Where the listing below has a line with "middle tip: (1044, 792)", write out exactly that line and every line after it, stopping after the line with "pinky tip: (1084, 884)".

→ Data listing:
# # # # # # #

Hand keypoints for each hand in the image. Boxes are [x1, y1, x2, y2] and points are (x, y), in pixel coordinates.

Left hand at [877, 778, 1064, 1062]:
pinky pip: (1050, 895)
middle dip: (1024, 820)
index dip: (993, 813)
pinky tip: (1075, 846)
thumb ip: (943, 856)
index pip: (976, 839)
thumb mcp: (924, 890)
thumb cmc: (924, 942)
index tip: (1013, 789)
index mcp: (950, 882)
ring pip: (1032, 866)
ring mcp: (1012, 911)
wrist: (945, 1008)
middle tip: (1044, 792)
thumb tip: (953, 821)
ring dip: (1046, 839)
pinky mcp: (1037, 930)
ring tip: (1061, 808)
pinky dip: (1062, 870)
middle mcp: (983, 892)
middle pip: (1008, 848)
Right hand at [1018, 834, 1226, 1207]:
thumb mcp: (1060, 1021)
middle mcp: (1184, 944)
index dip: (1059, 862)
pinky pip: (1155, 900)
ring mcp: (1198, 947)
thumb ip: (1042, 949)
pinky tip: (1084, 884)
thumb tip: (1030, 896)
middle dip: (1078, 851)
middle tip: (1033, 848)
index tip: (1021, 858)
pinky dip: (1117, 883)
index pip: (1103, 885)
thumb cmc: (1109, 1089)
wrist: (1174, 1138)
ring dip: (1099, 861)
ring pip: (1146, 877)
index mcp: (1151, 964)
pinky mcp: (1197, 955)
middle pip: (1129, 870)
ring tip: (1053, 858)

# # # # # # #

→ Solution to this exercise:
middle tip: (1044, 792)
thumb tip: (953, 821)
ring dip: (1046, 839)
pinky mcp: (1037, 930)
ring tip: (1061, 808)
pinky dip: (1062, 870)
middle mcp: (983, 892)
middle pip: (1008, 848)
Right hand at [1018, 834, 1226, 1207]:
thumb mcp: (1060, 1021)
middle mcp: (1184, 944)
index dip: (1059, 862)
pinky pip: (1155, 900)
ring mcp: (1198, 947)
thumb ip: (1042, 949)
pinky tip: (1084, 884)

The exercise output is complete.